Utility Air Regulatory Group v. EPA: Reflections on the Argument
February 28, 2014
by Justin Pidot, Assistant Professor, University of Denver Sturm College of Law; Member, Board of Directors, ACS Colorado Lawyer Chapter; Faculty Advisor, University of Denver Sturm College of Law ACS Student Chapter
Around the web, Supreme Court experts are offering cautious opinions about Monday’s oral argument in Utility Air Regulatory Group v. EPA, the Court’s latest climate change case. As expected, all eyes were focused on Justice Kennedy. In the New York Times, Adam Liptak suggests that a point made by Justice Kennedy “did not bode well for the agency.” In his post on SCOTUSBlog, Lyle Dennison has a more EPA-favorable view, suggesting that Kennedy’s “vote seemed inclined toward the EPA, though with some doubt.”
Having read the transcript, I’m inclined to think that EPA is likely to lose, but that the decision may nonetheless be helpful to environmentalists in the long run.
I suspect that Justice Kennedy may vote against EPA for two reasons. The first (and perhaps somewhat less serious) is based on the pseudo-science of counting the words a justice says during an argument. Political scientists have demonstrated that parties tend to lose when they are asked more questions, and that the amount a justice speaks during the argument provides insights into that justice’s inclinations. If that theory holds true, EPA is in trouble. Justice Kennedy spoke only twice during the argument presented for the industry challengers, uttering about 110 words, and he remained entirely silent during the presentation by the Texas Attorney General on behalf of the state challengers. In contrast, Justice Kennedy spoke seven times during Solicitor General Donald Verrilli’s argument on behalf of EPA, uttering approximately 180 words. Of course, the general trend that the number of words spoken by the Justices relates to a party’s likelihood of success doesn’t always play out in individual cases.
My second reason for believing that the Supreme Court may rule against EPA is a more specific to this case. Justice Kennedy’s questions appear to express skepticism about EPA’s position. At one point Justice Kennedy said to the Solicitor General: “I couldn’t find a single precedent that strongly supports your position. . . . [W]hat are the cases you want me to cite if I write the opinion to sustain your position?” Justice Kennedy also appeared to want assurance that an EPA loss would not be too significant an event, asking the Solicitor General: “Just to be clear, you’re not saying . . . that if you’re denied the authority you seek here, there can be no significant regulation of greenhouse gases under the Act?” Soon thereafter, perhaps sensing the mood among the Justices, Justice Sotomayor followed up, asking “If you were going to lose. . .” (The Solicitor General interrupted before the question finished, saying “I knew you were going to ask me that question.”).
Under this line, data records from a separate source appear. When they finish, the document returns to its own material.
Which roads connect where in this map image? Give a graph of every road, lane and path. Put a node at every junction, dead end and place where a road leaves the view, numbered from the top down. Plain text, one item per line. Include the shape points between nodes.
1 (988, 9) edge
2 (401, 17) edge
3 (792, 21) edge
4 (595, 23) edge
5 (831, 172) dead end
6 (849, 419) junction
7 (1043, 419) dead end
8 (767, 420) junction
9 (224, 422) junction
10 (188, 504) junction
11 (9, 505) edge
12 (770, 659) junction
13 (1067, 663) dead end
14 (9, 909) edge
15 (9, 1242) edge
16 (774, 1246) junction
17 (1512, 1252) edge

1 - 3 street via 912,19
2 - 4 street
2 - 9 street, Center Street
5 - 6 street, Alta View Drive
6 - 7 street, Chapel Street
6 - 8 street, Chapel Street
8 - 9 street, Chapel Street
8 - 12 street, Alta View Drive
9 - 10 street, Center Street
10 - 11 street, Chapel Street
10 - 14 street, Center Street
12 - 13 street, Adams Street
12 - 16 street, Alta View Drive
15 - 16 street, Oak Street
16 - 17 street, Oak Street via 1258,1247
Justice Kennedy’s concern over the practical impact of the case may suggest that EPA’s view will not carry the day, but I think it bodes well for the overall approach the Court is likely to take. Several of the Justices asked questions about the significance of this case for EPA’s overall efforts to regulate greenhouse gases, and, at least to my mind, a silent assumption of such questions is that regulating greenhouse gases is important. Moreover, two key justices expressed explicit support for the continued viability of the Supreme Court’s earlier decision in Massachusetts v. EPA. Justice Kennedy said to the lawyer for the industry challengers: “Let’s assume, and it’s the case, that we’re bound by both the result and the reasoning in Massachusetts [v.] EPA and the  American Electric v. Connecticut case.” And, perhaps somewhat more surprisingly, Chief Justice Roberts expressed similar sentiment, responding to an argument made by the attorney for the industry challengers saying “Counsel, you began that discussion by saying putting Massachusetts v. EPA to one side.  I was in dissent in that case, but we still can’t do that.”
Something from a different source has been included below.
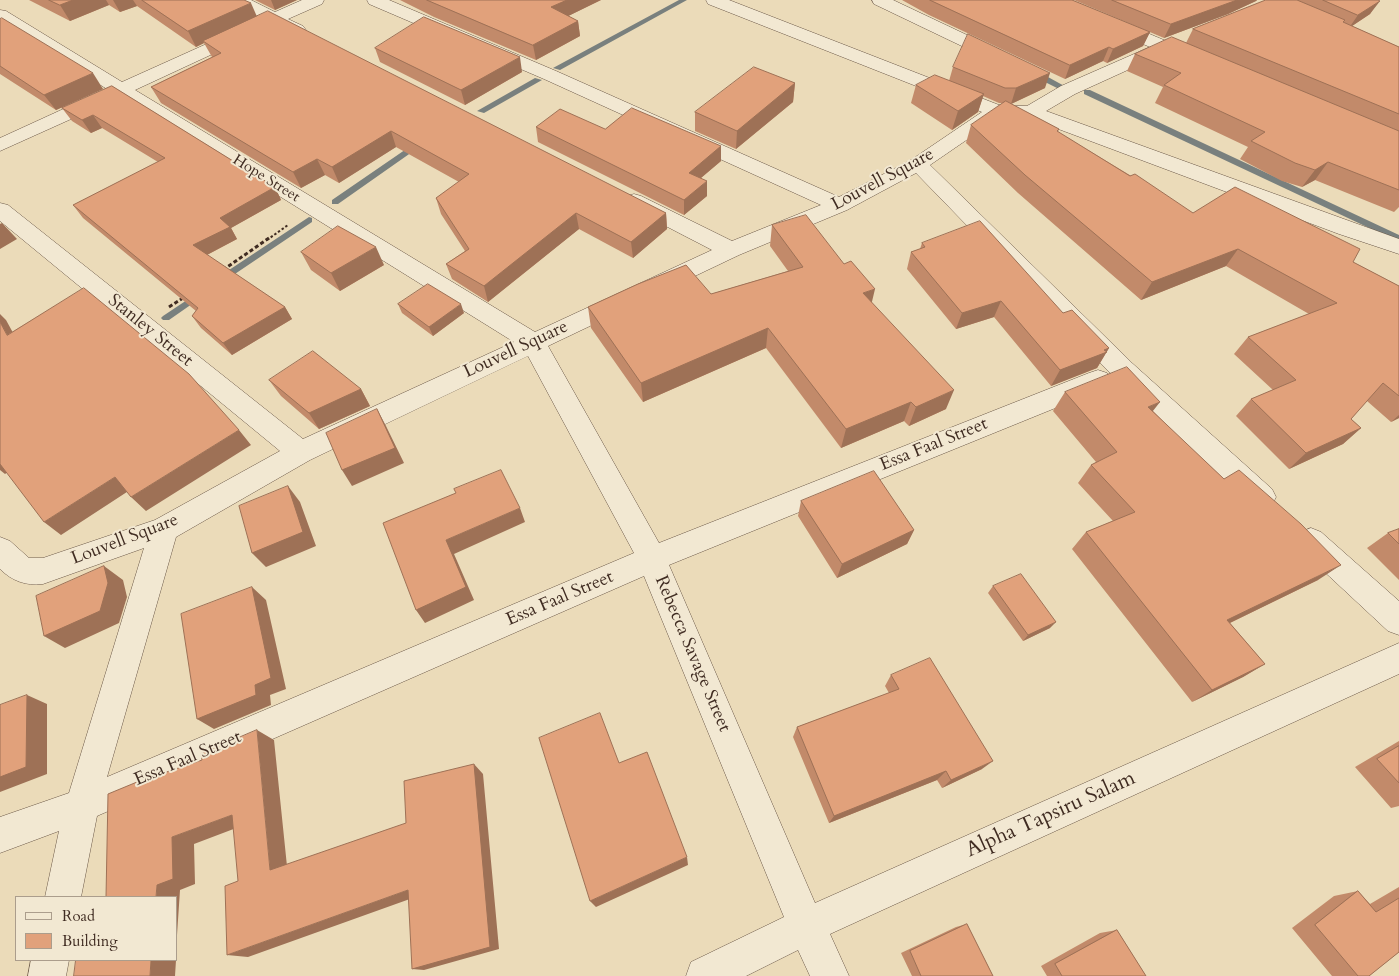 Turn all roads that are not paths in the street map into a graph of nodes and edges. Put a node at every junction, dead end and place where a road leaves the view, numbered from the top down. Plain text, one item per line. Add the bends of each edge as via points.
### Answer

While the Court may rule against EPA, the transcript leaves me hopeful that the opinion will acknowledge the significance of climate change and the importance of EPA tackling US emissions of greenhouse gases. The Court could rule against EPA on the narrow question of statutory interpretation presented, while also reaffirming the legitimacy of EPA’s overarching effort to curb greenhouse gas emissions pursuant to its Clean Air Act authority. An opinion of that nature could have the practical result of making EPA the victor in the court of public opinion, even if it technically loses the case.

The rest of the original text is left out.